While reading through the material below, copy each line that holds the word "main".

=== Data shown ===
========================================================================
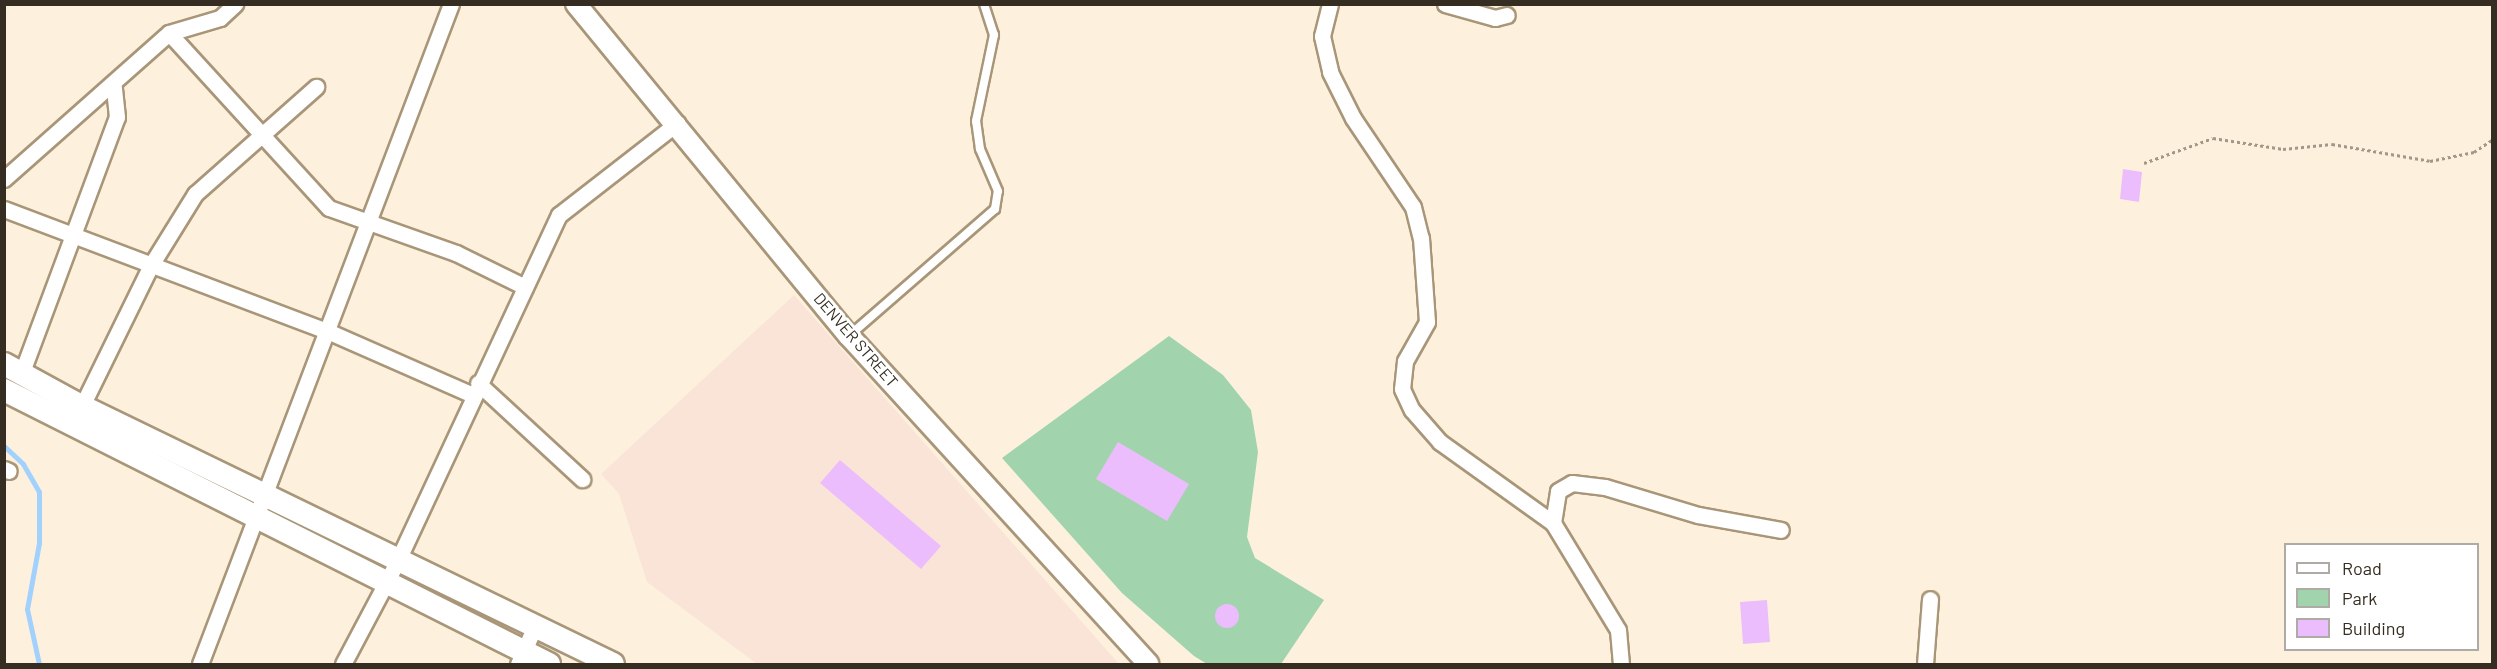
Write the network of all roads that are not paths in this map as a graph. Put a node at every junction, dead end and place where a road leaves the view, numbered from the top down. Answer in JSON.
{"nodes":[{"id":1,"x":235,"y":4,"type":"edge"},
{"id":2,"x":451,"y":4,"type":"edge"},
{"id":3,"x":576,"y":4,"type":"edge"},
{"id":4,"x":984,"y":4,"type":"edge"},
{"id":5,"x":1330,"y":4,"type":"edge"},
{"id":6,"x":1445,"y":4,"type":"edge"},
{"id":7,"x":1507,"y":15,"type":"dead end"},
{"id":8,"x":169,"y":33,"type":"junction"},
{"id":9,"x":114,"y":86,"type":"junction"},
{"id":10,"x":316,"y":87,"type":"dead end"},
{"id":11,"x":677,"y":123,"type":"junction"},
{"id":12,"x":260,"y":133,"type":"junction"},
{"id":13,"x":4,"y":179,"type":"edge"},
{"id":14,"x":4,"y":209,"type":"edge"},
{"id":15,"x":369,"y":221,"type":"junction"},
{"id":16,"x":73,"y":235,"type":"junction"},
{"id":17,"x":151,"y":265,"type":"junction"},
{"id":18,"x":525,"y":287,"type":"junction"},
{"id":19,"x":327,"y":332,"type":"junction"},
{"id":20,"x":849,"y":336,"type":"junction"},
{"id":21,"x":13,"y":368,"type":"edge"},
{"id":22,"x":475,"y":389,"type":"junction"},
{"id":23,"x":4,"y":390,"type":"edge"},
{"id":24,"x":77,"y":415,"type":"junction"},
{"id":25,"x":582,"y":479,"type":"dead end"},
{"id":26,"x":260,"y":504,"type":"junction"},
{"id":27,"x":1553,"y":522,"type":"junction"},
{"id":28,"x":1781,"y":530,"type":"dead end"},
{"id":29,"x":398,"y":560,"type":"junction"},
{"id":30,"x":386,"y":579,"type":"junction"},
{"id":31,"x":1930,"y":599,"type":"dead end"},
{"id":32,"x":535,"y":626,"type":"junction"},
{"id":33,"x":521,"y":658,"type":"edge"},
{"id":34,"x":200,"y":664,"type":"edge"},
{"id":35,"x":343,"y":664,"type":"edge"},
{"id":36,"x":549,"y":664,"type":"edge"},
{"id":37,"x":613,"y":664,"type":"edge"},
{"id":38,"x":1148,"y":664,"type":"edge"},
{"id":39,"x":1621,"y":664,"type":"edge"},
{"id":40,"x":1925,"y":664,"type":"edge"}],
"edges":[{"from":1,"to":8,"type":"street"},
{"from":2,"to":15,"type":"street"},
{"from":3,"to":11,"type":"street","name":"DENVER STREET"},
{"from":4,"to":20,"type":"lane"},
{"from":5,"to":27,"type":"street"},
{"from":6,"to":7,"type":"street"},
{"from":8,"to":9,"type":"street"},
{"from":8,"to":12,"type":"street"},
{"from":9,"to":13,"type":"street"},
{"from":9,"to":16,"type":"street"},
{"from":10,"to":12,"type":"street"},
{"from":11,"to":18,"type":"street"},
{"from":11,"to":20,"type":"street","name":"DENVER STREET"},
{"from":12,"to":15,"type":"street"},
{"from":12,"to":17,"type":"street"},
{"from":14,"to":16,"type":"street"},
{"from":15,"to":18,"type":"street"},
{"from":15,"to":19,"type":"street"},
{"from":16,"to":17,"type":"street"},
{"from":16,"to":21,"type":"street"},
{"from":17,"to":19,"type":"street"},
{"from":17,"to":24,"type":"street"},
{"from":18,"to":22,"type":"street"},
{"from":19,"to":22,"type":"street"},
{"from":19,"to":26,"type":"street"},
{"from":20,"to":38,"type":"street","name":"DENVER STREET"},
{"from":21,"to":24,"type":"main road"},
{"from":22,"to":25,"type":"street"},
{"from":22,"to":29,"type":"street"},
{"from":23,"to":24,"type":"main road"},
{"from":24,"to":26,"type":"main road"},
{"from":26,"to":29,"type":"main road"},
{"from":26,"to":30,"type":"main road"},
{"from":26,"to":34,"type":"street"},
{"from":27,"to":28,"type":"street"},
{"from":27,"to":39,"type":"street"},
{"from":29,"to":30,"type":"street"},
{"from":29,"to":32,"type":"main road"},
{"from":30,"to":33,"type":"main road"},
{"from":30,"to":35,"type":"street"},
{"from":31,"to":40,"type":"street"},
{"from":32,"to":33,"type":"street"},
{"from":32,"to":37,"type":"main road"},
{"from":33,"to":36,"type":"main road"}]}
========================================================================
=== Solution for this problem ===
{"from":21,"to":24,"type":"main road"},
{"from":23,"to":24,"type":"main road"},
{"from":24,"to":26,"type":"main road"},
{"from":26,"to":29,"type":"main road"},
{"from":26,"to":30,"type":"main road"},
{"from":29,"to":32,"type":"main road"},
{"from":30,"to":33,"type":"main road"},
{"from":32,"to":37,"type":"main road"},
{"from":33,"to":36,"type":"main road"}]}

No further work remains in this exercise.